É preciso recuperar um dos sentidos para a palavra desgraça: a perda das boas graças de que se desfruta junto a alguém (ou Alguém). Uma vida desgraçada é aquela cuja graça imediatamente possível está na recepção que recebemos do que é mal e indesejável, ainda que não percebamos isto. Aquela em que, enquanto sorrimos, estamos a nos afogar.

Em A Vida Mentirosa dos Adultos, mais uma adaptação em série para canais fechados de um livro de Elena Ferrante, observa-se a desgraça que insidiosamente penetrou por todos os poros na vida de cada um dos personagens que nos são apresentados, pois que tudo se funda no engano, na trapaça, na mentira, na ilusão. Sabe aquela velhíssima história da casa construída sobre terreno pouco firme, e que não resiste a uma enxurrada mais violenta? É por aí.

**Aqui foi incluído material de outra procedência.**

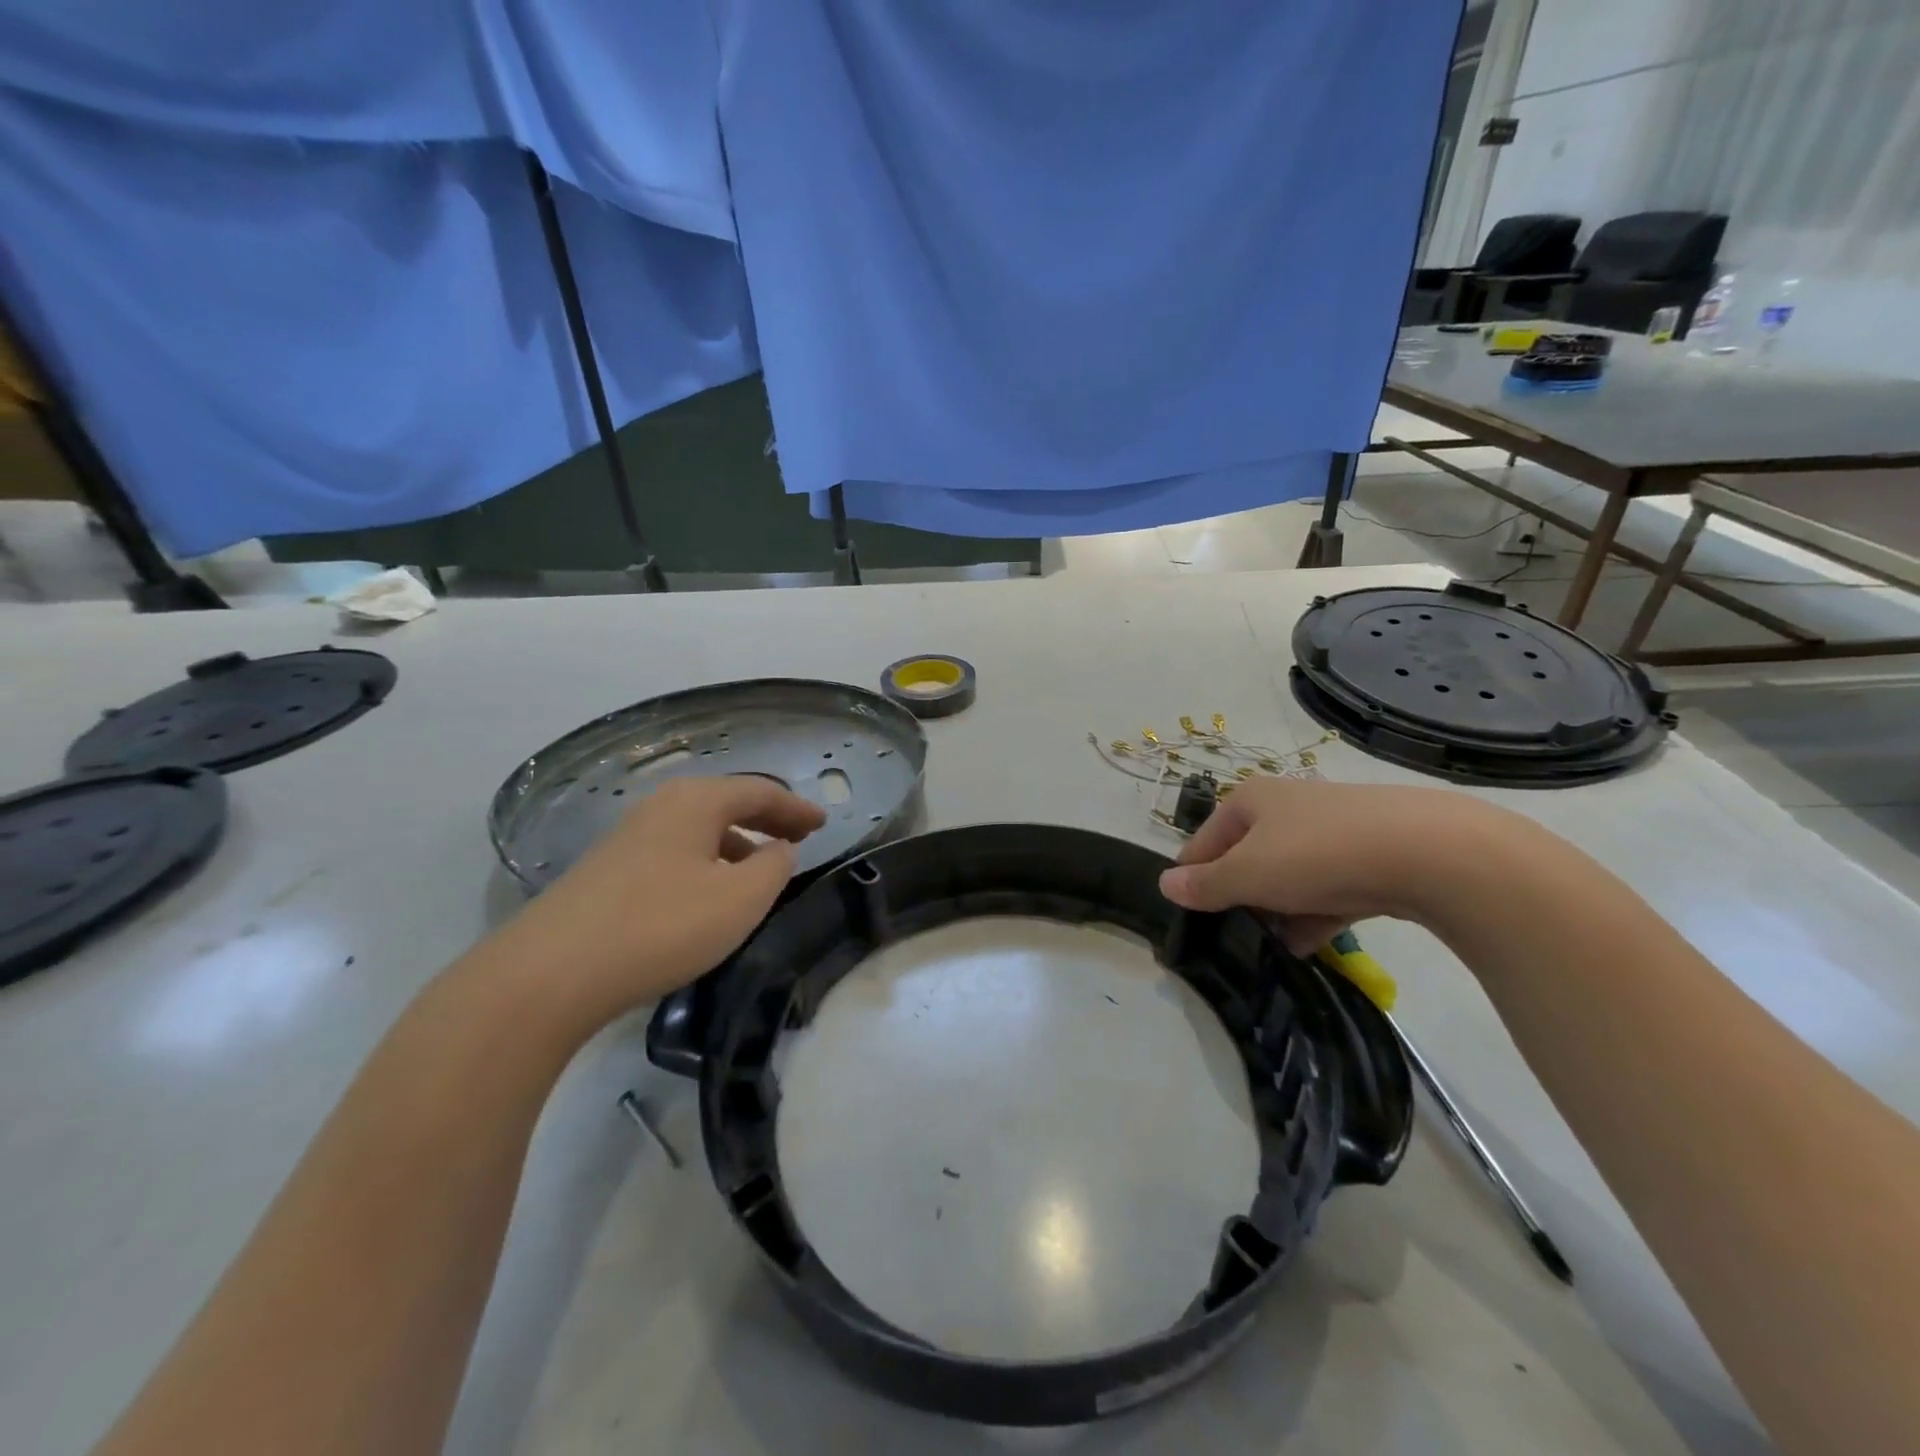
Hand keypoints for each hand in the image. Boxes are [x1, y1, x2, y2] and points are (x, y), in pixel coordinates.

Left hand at [489, 775, 824, 1024]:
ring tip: (759, 870)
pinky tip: (707, 894)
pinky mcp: (607, 871)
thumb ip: (774, 868)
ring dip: (736, 842)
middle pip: (726, 803)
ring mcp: (628, 837)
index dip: (796, 808)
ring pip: (698, 829)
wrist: (548, 974)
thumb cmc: (661, 926)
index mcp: (696, 801)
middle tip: (798, 839)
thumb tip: (779, 850)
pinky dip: (706, 861)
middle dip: (766, 819)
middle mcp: (661, 806)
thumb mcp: (739, 899)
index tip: (824, 823)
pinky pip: (675, 851)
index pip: (760, 792)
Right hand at [1157, 778, 1490, 952]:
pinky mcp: (1368, 855)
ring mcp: (1330, 830)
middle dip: (1241, 899)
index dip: (1193, 880)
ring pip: (1288, 877)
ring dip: (1278, 911)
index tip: (1193, 919)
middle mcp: (1285, 808)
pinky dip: (1316, 913)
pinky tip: (1311, 943)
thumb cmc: (1316, 854)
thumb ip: (1205, 884)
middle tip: (1237, 937)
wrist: (1428, 852)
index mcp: (1248, 800)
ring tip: (1274, 949)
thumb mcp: (1248, 874)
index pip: (1202, 842)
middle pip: (1246, 859)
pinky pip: (1326, 888)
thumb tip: (1165, 885)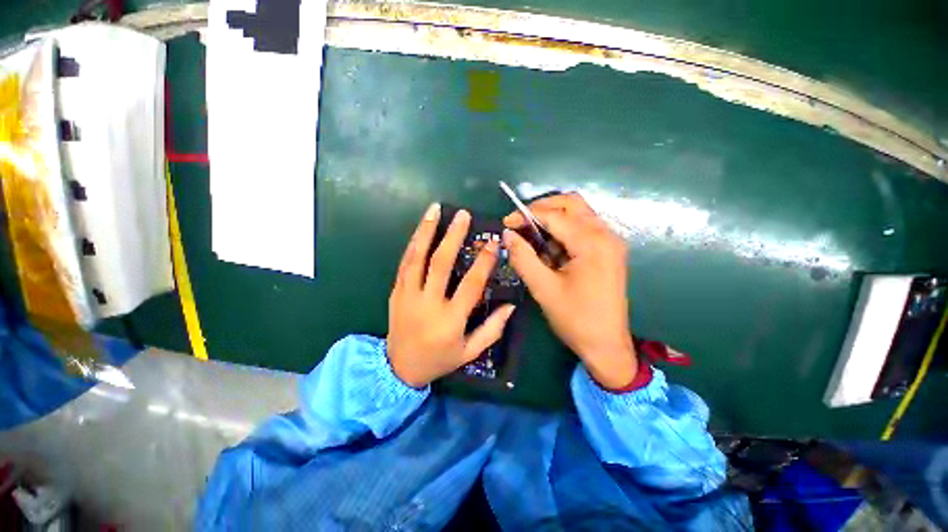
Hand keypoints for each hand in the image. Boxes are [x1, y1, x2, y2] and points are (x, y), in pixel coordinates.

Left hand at [387, 204, 516, 387]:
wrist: (399, 368)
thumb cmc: (439, 360)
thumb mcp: (470, 351)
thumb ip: (492, 329)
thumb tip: (511, 306)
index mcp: (450, 320)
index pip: (470, 285)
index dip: (483, 262)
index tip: (492, 242)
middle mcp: (428, 303)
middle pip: (440, 264)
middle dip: (452, 236)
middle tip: (462, 215)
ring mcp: (408, 295)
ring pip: (417, 258)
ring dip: (426, 231)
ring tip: (435, 210)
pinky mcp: (396, 292)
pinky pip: (404, 263)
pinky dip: (413, 244)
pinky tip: (421, 229)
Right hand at [503, 193, 636, 388]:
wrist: (607, 345)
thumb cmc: (575, 319)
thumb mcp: (543, 288)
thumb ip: (523, 257)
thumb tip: (507, 234)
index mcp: (592, 243)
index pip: (555, 215)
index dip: (526, 215)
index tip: (506, 223)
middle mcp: (606, 235)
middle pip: (572, 204)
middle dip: (542, 208)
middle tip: (520, 223)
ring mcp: (610, 242)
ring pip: (578, 214)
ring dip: (553, 219)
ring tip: (532, 237)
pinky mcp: (608, 251)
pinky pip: (583, 229)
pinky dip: (563, 231)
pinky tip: (550, 249)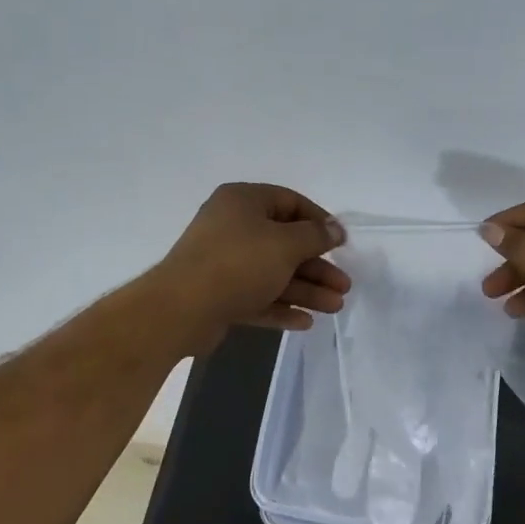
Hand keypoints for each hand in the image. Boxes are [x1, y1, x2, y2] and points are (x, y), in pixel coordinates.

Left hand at [148, 183, 349, 349]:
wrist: (181, 309)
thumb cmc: (239, 263)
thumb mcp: (286, 244)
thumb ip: (316, 236)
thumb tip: (335, 229)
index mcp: (243, 202)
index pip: (290, 202)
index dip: (319, 221)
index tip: (341, 243)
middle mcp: (232, 227)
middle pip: (285, 243)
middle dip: (317, 266)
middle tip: (343, 285)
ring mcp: (223, 262)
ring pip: (274, 273)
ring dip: (306, 289)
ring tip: (335, 307)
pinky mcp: (219, 295)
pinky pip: (257, 296)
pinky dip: (281, 307)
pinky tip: (306, 322)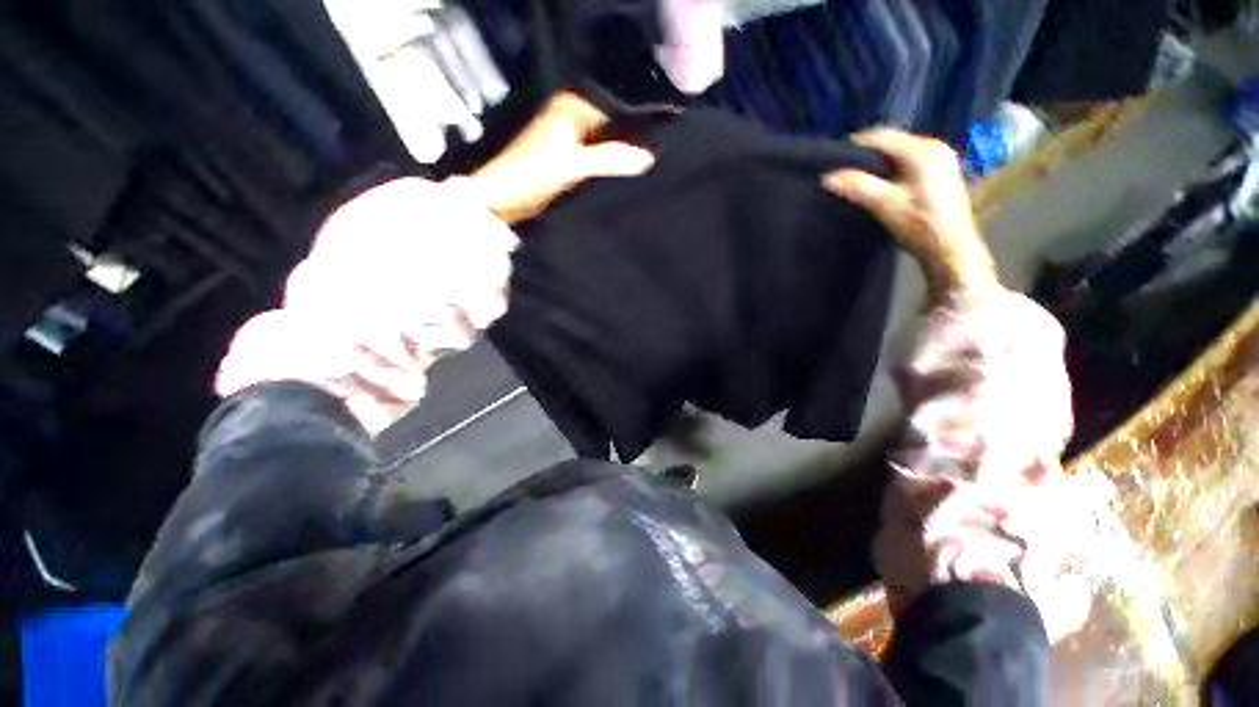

Há dois casais protagonistas e seus filhos, cada qual em certo estágio de putrefação moral – cercados por gente da mesma estirpe. Todos suficientemente podres para a fedentina se espalhar por metade da cidade de Nápoles, terreiro de suas desditas.

As andanças são narradas com a visão preferencial de Giovanna, adolescente que rapidamente percebe a fragilidade das relações falsas das quais é próxima, naquele típico arremedo burguês de esquerda: críticos ferinos de tudo quanto observam, enquanto (óbvio) desfrutam deste mesmo tudo quanto observam. Nada diferente do casal de amigos e filhas. Uns mais, outros menos, todos apresentam o conhecido descompasso entre discurso e ação. Mentira, chamemos.

As coisas começam a ruir, desgastadas que estão, com a colher enfiada fundo pela irmã do pai de Giovanna, pobretona e distante, de quem a garota (um tanto por tédio) se aproxima. Ela, a tia, que é meio maluquinha, desbocada, solta, sozinha, pra frente, rompida com o irmão, rancorosa. Um gesto firme seu e o teatro familiar corre água abaixo, na exposição de traições mútuas que descobre e, por meio da qual, acha vingança.

Chama a atenção certa sordidez em quase todos os momentos, expressa com maior ou menor delicadeza, mas sempre sordidez. Palavras sórdidas, comportamentos sórdidos, roupas e interiores de casas sórdidos, expectativas e ansiedades sórdidas. Se há beleza real na série, ela está em dois ou três personagens que circundam o núcleo principal. Mas é importante não confundir a delineação desse ambiente sórdido com a qualidade daquilo que vemos, pois que o seriado é bom, e tão somente diz o que deve ser dito em alternados níveis de explicitude. Se o ritmo por vezes parecer arrastado, não desanime: ele representa exatamente a preguiça espiritual das pessoas que passam diante de nossos olhos. Se há alguma redenção, ao fim, ela é misteriosa. E só a Graça verdadeira pode dá-la.